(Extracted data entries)
·····
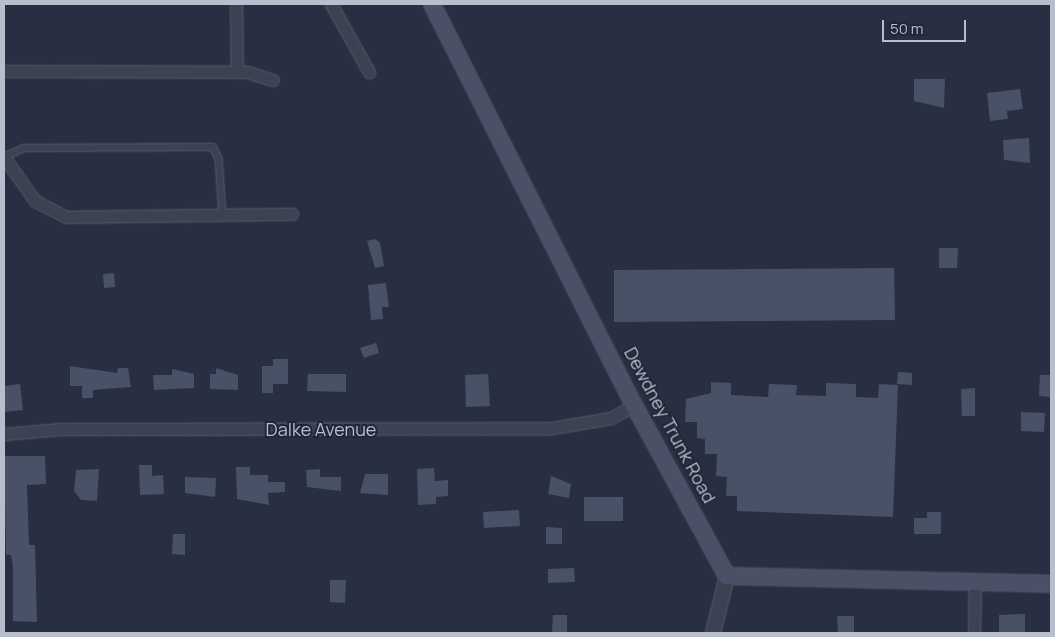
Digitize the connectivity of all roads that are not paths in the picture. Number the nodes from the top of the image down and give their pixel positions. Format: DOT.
graph roads {
  1 [pos="236,4"];
  2 [pos="331,4"];
  3 [pos="432,4"];
  4 [pos="4,71"];
  5 [pos="237,72"];
  6 [pos="370,72"];
  7 [pos="273,80"];
  8 [pos="4,157"];
  9 [pos="292,214"];
  10 [pos="223,215"];
  11 [pos="634,405"];
  12 [pos="4,434"];
  13 [pos="727,576"];
  14 [pos="975,581"];
  15 [pos="1051,584"];
  16 [pos="713,633"];
  17 [pos="974,633"];
  1 -- 5 [label="street"];
  2 -- 6 [label="street"];
  3 -- 11 [label="main road, Dewdney Trunk Road"];
  4 -- 5 [label="street"];
  5 -- 7 [label="street"];
  8 -- 10 [label="street"];
  8 -- 10 [label="lane"];
  9 -- 10 [label="street"];
  11 -- 12 [label="street, Dalke Avenue"];
  11 -- 13 [label="main road, Dewdney Trunk Road"];
  13 -- 14 [label="main road"];
  13 -- 16 [label="street"];
  14 -- 15 [label="main road"];
  14 -- 17 [label="street"];
}
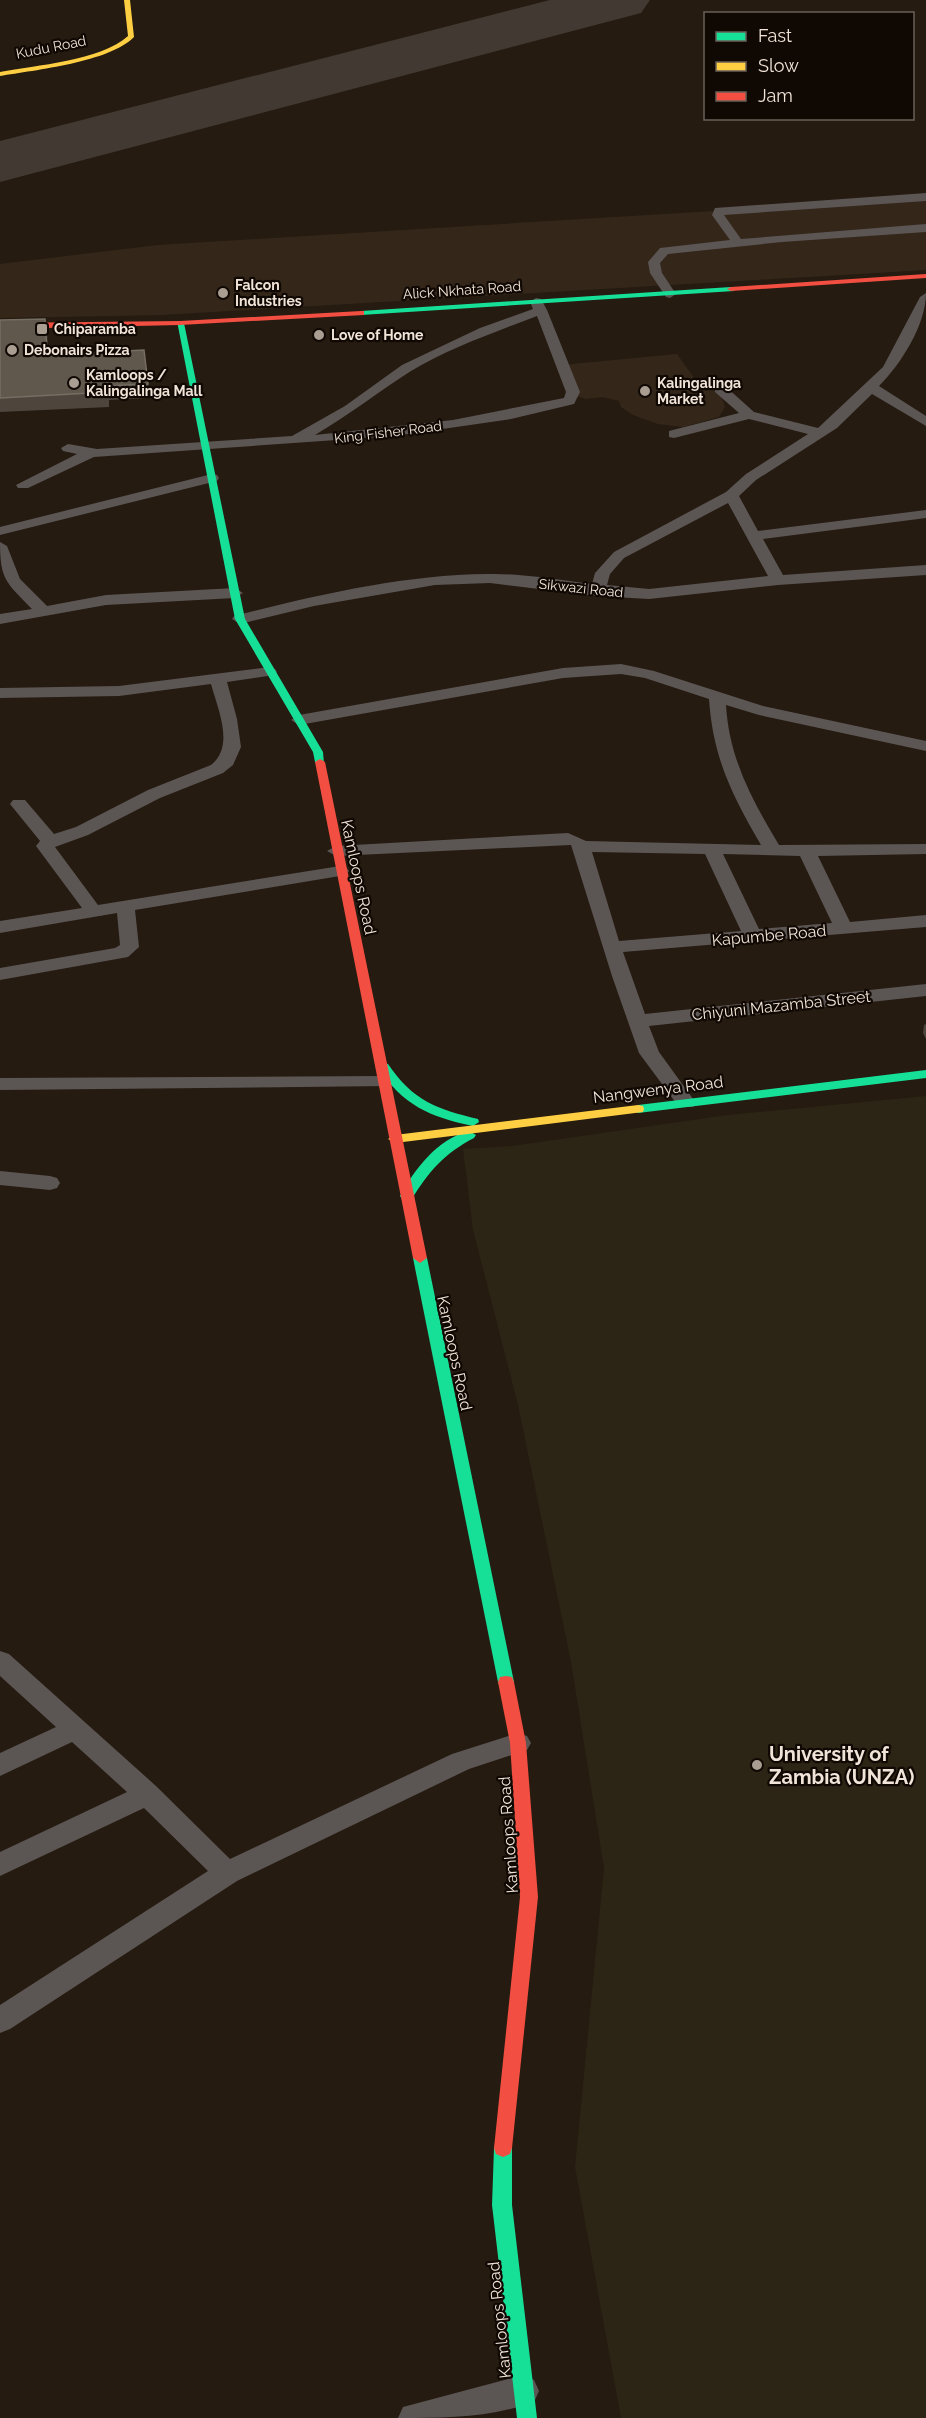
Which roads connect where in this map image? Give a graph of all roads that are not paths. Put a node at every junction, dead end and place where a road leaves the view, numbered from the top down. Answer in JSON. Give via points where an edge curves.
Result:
{"nodes":[{"id":1,"x":127,"y":0,"type":"edge"},
{"id":2,"x":0,"y":74,"type":"edge"},
{"id":3,"x":926,"y":197,"type":"edge"},
{"id":4,"x":926,"y":228,"type":"edge"},
{"id":5,"x":737,"y":242,"type":"junction"},
{"id":6,"x":926,"y":276,"type":"edge"},
{"id":7,"x":670,"y":294,"type":"junction"},
{"id":8,"x":926,"y":297,"type":"edge"},
{"id":9,"x":538,"y":306,"type":"junction"},
{"id":10,"x":180,"y":323,"type":"junction"},
{"id":11,"x":0,"y":326,"type":"edge"},
{"id":12,"x":869,"y":386,"type":"junction"},
{"id":13,"x":720,"y":389,"type":"dead end"},
{"id":14,"x":749,"y":415,"type":"junction"},
{"id":15,"x":926,"y":422,"type":"edge"},
{"id":16,"x":674,"y":434,"type":"dead end"},
{"id":17,"x":820,"y":434,"type":"junction"},
{"id":18,"x":294,"y":441,"type":"junction"},
{"id":19,"x":205,"y":444,"type":"junction"},
{"id":20,"x":68,"y":448,"type":"dead end"},
{"id":21,"x":90,"y":453,"type":"junction"},
{"id":22,"x":212,"y":478,"type":"junction"},
{"id":23,"x":23,"y":485,"type":"dead end"},
{"id":24,"x":731,"y":495,"type":"junction"},
{"id":25,"x":926,"y":514,"type":"edge"},
{"id":26,"x":0,"y":531,"type":"edge"},
{"id":27,"x":752,"y":536,"type":"junction"},
{"id":28,"x":0,"y":546,"type":"edge"},
{"id":29,"x":926,"y":570,"type":"edge"},
{"id":30,"x":778,"y":580,"type":"junction"},
{"id":31,"x":597,"y":591,"type":"junction"},
{"id":32,"x":235,"y":593,"type":"junction"},
{"id":33,"x":42,"y":611,"type":"junction"},
{"id":34,"x":240,"y":619,"type":"junction"},
{"id":35,"x":0,"y":620,"type":"edge"},
{"id":36,"x":269,"y":672,"type":"junction"},
{"id":37,"x":218,"y":680,"type":"junction"},
{"id":38,"x":0,"y":693,"type":"edge"},
{"id":39,"x":717,"y":698,"type":"junction"},
{"id":40,"x":298,"y":720,"type":"junction"},
{"id":41,"x":926,"y":732,"type":"edge"},
{"id":42,"x":918,"y":744,"type":"edge"},
{"id":43,"x":19,"y":804,"type":"dead end"},
{"id":44,"x":51,"y":841,"type":"junction"},
{"id":45,"x":581,"y":846,"type":"junction"},
{"id":46,"x":712,"y":849,"type":"junction"},
{"id":47,"x":926,"y":849,"type":"edge"},
{"id":48,"x":336,"y":851,"type":"junction"},
{"id":49,"x":774,"y":851,"type":"junction"},
{"id":50,"x":807,"y":851,"type":"junction"},
{"id":51,"x":340,"y":871,"type":"junction"},
{"id":52,"x":125,"y":907,"type":"junction"},
{"id":53,"x":94,"y":912,"type":"junction"},
{"id":54,"x":926,"y":921,"type":"edge"},
{"id":55,"x":0,"y":927,"type":"edge"},
{"id":56,"x":844,"y":929,"type":"junction"},
{"id":57,"x":753,"y":936,"type":"junction"},
{"id":58,"x":612,"y":948,"type":"junction"},
{"id":59,"x":0,"y":974,"type":"edge"},
{"id":60,"x":926,"y":990,"type":"edge"},
{"id":61,"x":637,"y":1021,"type":"junction"},
{"id":62,"x":380,"y":1057,"type":"junction"},
{"id":63,"x":926,"y":1074,"type":"edge"},
{"id":64,"x":384,"y":1082,"type":"junction"},
{"id":65,"x":0,"y":1084,"type":"edge"},
{"id":66,"x":686,"y":1103,"type":"junction"},
{"id":67,"x":508,"y":1124,"type":"junction"},
{"id":68,"x":395,"y":1139,"type":"junction"},
{"id":69,"x":0,"y":1178,"type":"edge"},
{"id":70,"x":50,"y":1183,"type":"dead end"},
{"id":71,"x":407,"y":1196,"type":"junction"},
{"id":72,"x":2,"y":1666,"type":"edge"},
{"id":73,"x":74,"y":1730,"type":"junction"},
{"id":74,"x":518,"y":1743,"type":"junction"},
{"id":75,"x":0,"y":1765,"type":"edge"},
{"id":76,"x":147,"y":1794,"type":"junction"},
{"id":77,"x":0,"y":1864,"type":"edge"},
{"id":78,"x":227,"y":1873,"type":"junction"},
{"id":79,"x":0,"y":2020,"type":"edge"},
{"id":80,"x":525,"y":2404,"type":"edge"},
{"id":81,"x":414,"y":2418,"type":"edge"}],
"edges":[{"from":1,"to":2,"type":"main road","name":"Kudu Road","via":[[130,39],[108,52]]},
{"from":3,"to":5,"type":"street","via":[[719,211]]},
{"from":4,"to":5,"type":"street"},
{"from":5,"to":7,"type":"street","via":[[658,255],[654,262],[656,273]]},
{"from":6,"to":7,"type":"main road","name":"Alick Nkhata Road"},
{"from":7,"to":9,"type":"main road","name":"Alick Nkhata Road"},
{"from":8,"to":12,"type":"street","via":[[889,369]]},
{"from":9,"to":10,"type":"main road","name":"Alick Nkhata Road"},
{"from":9,"to":18,"type":"street","via":[[406,368],[350,409]]},
{"from":9,"to":18,"type":"street","name":"King Fisher Road","via":[[573,392],[570,401],[493,419]]},
{"from":10,"to":11,"type":"main road","name":"Alick Nkhata Road"},
{"from":10,"to":19,"type":"main road","name":"Kamloops Road"},
{"from":12,"to":15,"type":"street"},
{"from":12,"to":17,"type":"street"},
{"from":13,"to":14,"type":"street"},
{"from":14,"to":16,"type":"street"},
{"from":14,"to":17,"type":"street"},
{"from":17,"to":24,"type":"street","via":[[751,477]]},
{"from":18,"to":19,"type":"street","name":"King Fisher Road"},
{"from":19,"to":21,"type":"street","name":"King Fisher Road"},
{"from":19,"to":22,"type":"main road","name":"Kamloops Road"},
{"from":20,"to":21,"type":"street"},
{"from":21,"to":23,"type":"street"},
{"from":22,"to":26,"type":"street"},
{"from":22,"to":32,"type":"main road","name":"Kamloops Road"},
{"from":24,"to":27,"type":"street"},
{"from":24,"to":31,"type":"street","via":[[619,555],[603,573]]},
{"from":25,"to":27,"type":"street"},
{"from":27,"to":30,"type":"street"},
{"from":28,"to":33,"type":"street","via":[[13,580]]},
{"from":29,"to":30,"type":"street","name":"Sikwazi Road"},
{"from":30,"to":31,"type":"street","name":"Sikwazi Road","via":[[669,593]]},
{"from":31,"to":34,"type":"street","name":"Sikwazi Road","via":[[490,578],[435,580]]},
{"from":32,"to":33,"type":"street","via":[[147,596]]},
{"from":32,"to":34,"type":"main road","name":"Kamloops Road"},
{"from":33,"to":35,"type":"street"},
{"from":34,"to":36,"type":"main road","name":"Kamloops Road"},
{"from":36,"to":37,"type":"street"},
{"from":36,"to":40,"type":"main road","name":"Kamloops Road"},
{"from":37,"to":38,"type":"street","via":[[119,692]]},
{"from":37,"to":44,"type":"street","via":[[233,747],[227,761],[82,831]]},
{"from":39,"to":40,"type":"street","via":[[648,675],[596,669]]},
{"from":39,"to":42,"type":"street"},
{"from":39,"to":49,"type":"street","via":[[720,737],[733,772]]},
{"from":40,"to":48,"type":"main road","name":"Kamloops Road","via":[[318,752]]},
{"from":41,"to":42,"type":"street"},
{"from":43,"to":44,"type":"street"},
{"from":44,"to":53,"type":"street","via":[[45,846],[47,851]]},
{"from":45,"to":46,"type":"street"},
{"from":45,"to":48,"type":"street","via":[[568,838]]},
{"from":45,"to":58,"type":"street"},
{"from":46,"to":49,"type":"street"},
{"from":46,"to":57,"type":"street"},
{"from":47,"to":50,"type":"street"},
{"from":48,"to":51,"type":"main road","name":"Kamloops Road"},
{"from":49,"to":50,"type":"street"},
{"from":50,"to":56,"type":"street"},
{"from":51,"to":52,"type":"street"},
{"from":51,"to":62,"type":"main road","name":"Kamloops Road"},
{"from":52,"to":53,"type":"street"},
{"from":52,"to":59,"type":"street","via":[[130,947],[127,950]]},
{"from":53,"to":55,"type":"street"},
{"from":54,"to":56,"type":"street","name":"Kapumbe Road"},
{"from":56,"to":57,"type":"street","name":"Kapumbe Road"},
{"from":57,"to":58,"type":"street","name":"Kapumbe Road"},
{"from":58,"to":61,"type":"street"},
{"from":60,"to":61,"type":"street","name":"Chiyuni Mazamba Street"},
{"from":61,"to":66,"type":"street","via":[[649,1053]]},
{"from":62,"to":64,"type":"main road","name":"Kamloops Road"},
{"from":62,"to":67,"type":"main road","via":[[389,1079],[408,1099],[437,1113],[471,1122]]},
{"from":63,"to":66,"type":"main road","name":"Nangwenya Road"},
{"from":64,"to":65,"type":"street"},
{"from":64,"to":68,"type":"main road","name":"Kamloops Road"},
{"from":66,"to":67,"type":"main road","name":"Nangwenya Road"},
{"from":67,"to":68,"type":"main road","name":"Nangwenya Road"},
{"from":67,"to":71,"type":"main road","via":[[453,1142],[431,1157],[416,1175]]},
{"from":68,"to":71,"type":"main road","name":"Kamloops Road"},
{"from":69,"to":70,"type":"street"},
{"from":71,"to":74,"type":"main road","name":"Kamloops Road"},
{"from":72,"to":73,"type":"street"},
{"from":73,"to":75,"type":"street"},
{"from":73,"to":76,"type":"street"},
{"from":74,"to":78,"type":"street","via":[[435,1773]]},
{"from":74,"to":80,"type":"main road","name":"Kamloops Road","via":[[529,1897],[501,2154],[502,2205]]},
{"from":76,"to":77,"type":"street"},
{"from":76,"to":78,"type":"street"},
{"from":78,"to":79,"type":"street"},
{"from":80,"to":81,"type":"street"}]}
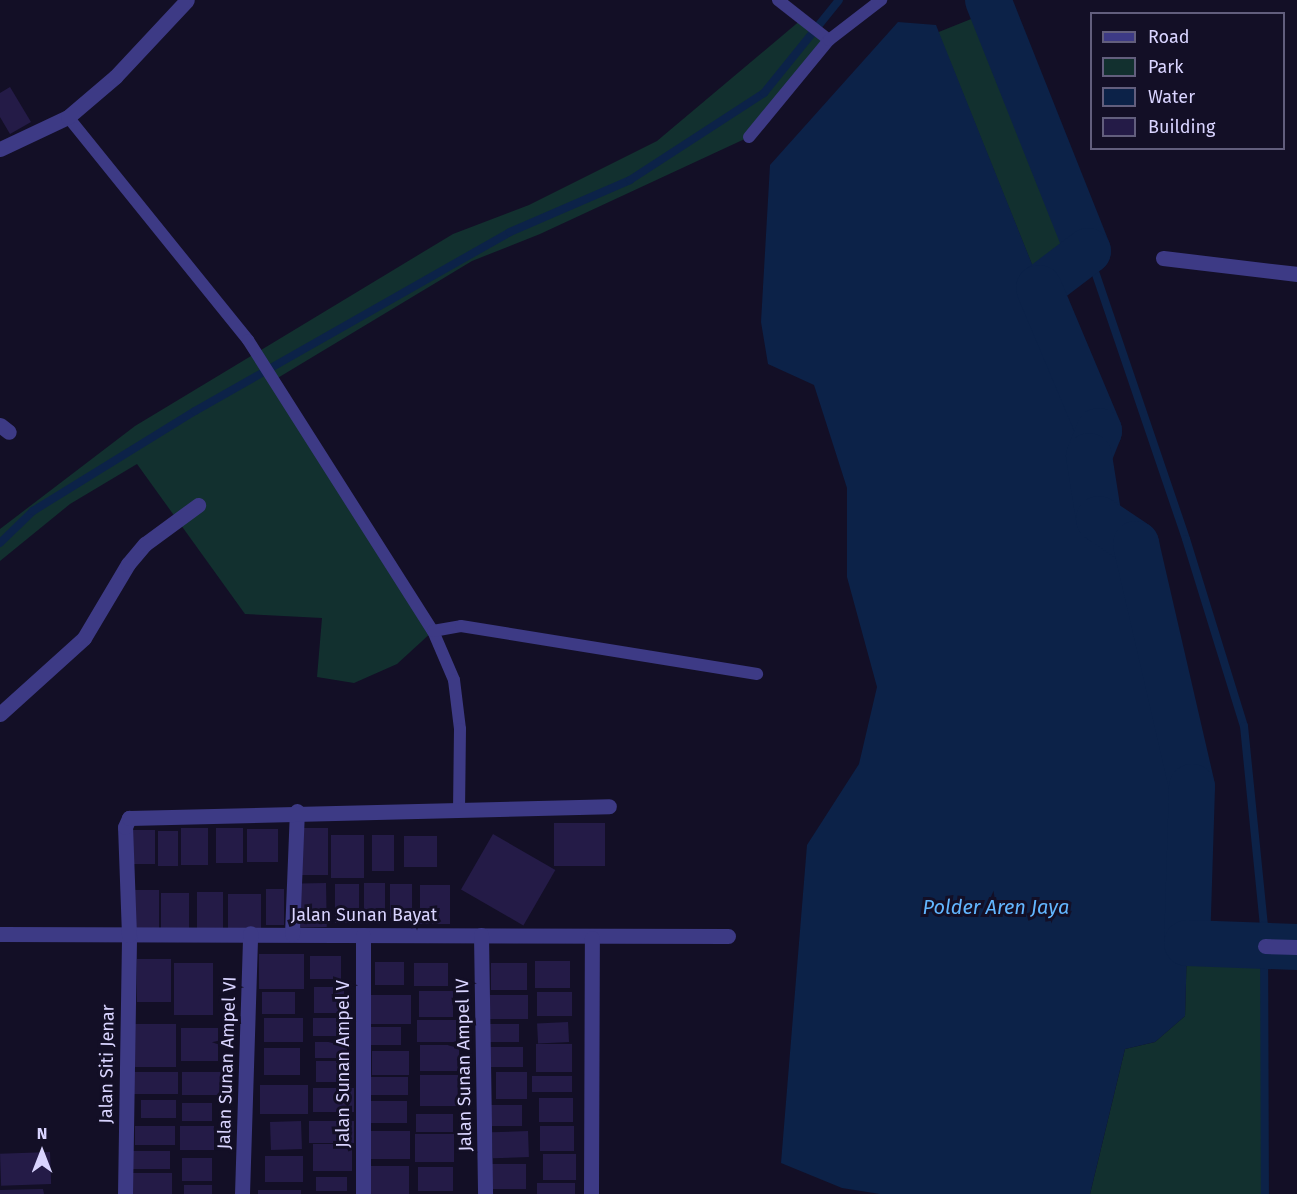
·····
## Exercise details
Your answer must be an exact copy of the lines from the start of the entries through the line with "Which roads connect", with no pictures.

## Result
Digitize the connectivity of all roads that are not paths in the picture. Number the nodes from the top of the image down and give their pixel positions. Format: DOT.
graph roads {
  1 [pos="236,4"];
  2 [pos="331,4"];
  3 [pos="432,4"];
  4 [pos="4,71"];
  5 [pos="237,72"];
  6 [pos="370,72"];
  7 [pos="273,80"];
  8 [pos="4,157"];
  9 [pos="292,214"];
  10 [pos="223,215"];
  11 [pos="634,405"];
  12 [pos="4,434"];
  13 [pos="727,576"];
  14 [pos="975,581"];
  15 [pos="1051,584"];
  16 [pos="713,633"];
  17 [pos="974,633"];
  1 -- 5 [label="street"];
  2 -- 6 [label="street"];
  3 -- 11 [label="main road, Dewdney Trunk Road"];
  4 -- 5 [label="street"];
  5 -- 7 [label="street"];
  8 -- 10 [label="street"];
  8 -- 10 [label="lane"];
  9 -- 10 [label="street"];
  11 -- 12 [label="street, Dalke Avenue"];
  11 -- 13 [label="main road, Dewdney Trunk Road"];
  13 -- 14 [label="main road"];
  13 -- 16 [label="street"];
  14 -- 15 [label="main road"];
  14 -- 17 [label="street"];
}
Which roads connect where in this map image? Give a graph of all roads that are not paths. Put a node at every junction, dead end and place where a road leaves the view, numbered from the top down. Answer in JSON. Give via points where an edge curves.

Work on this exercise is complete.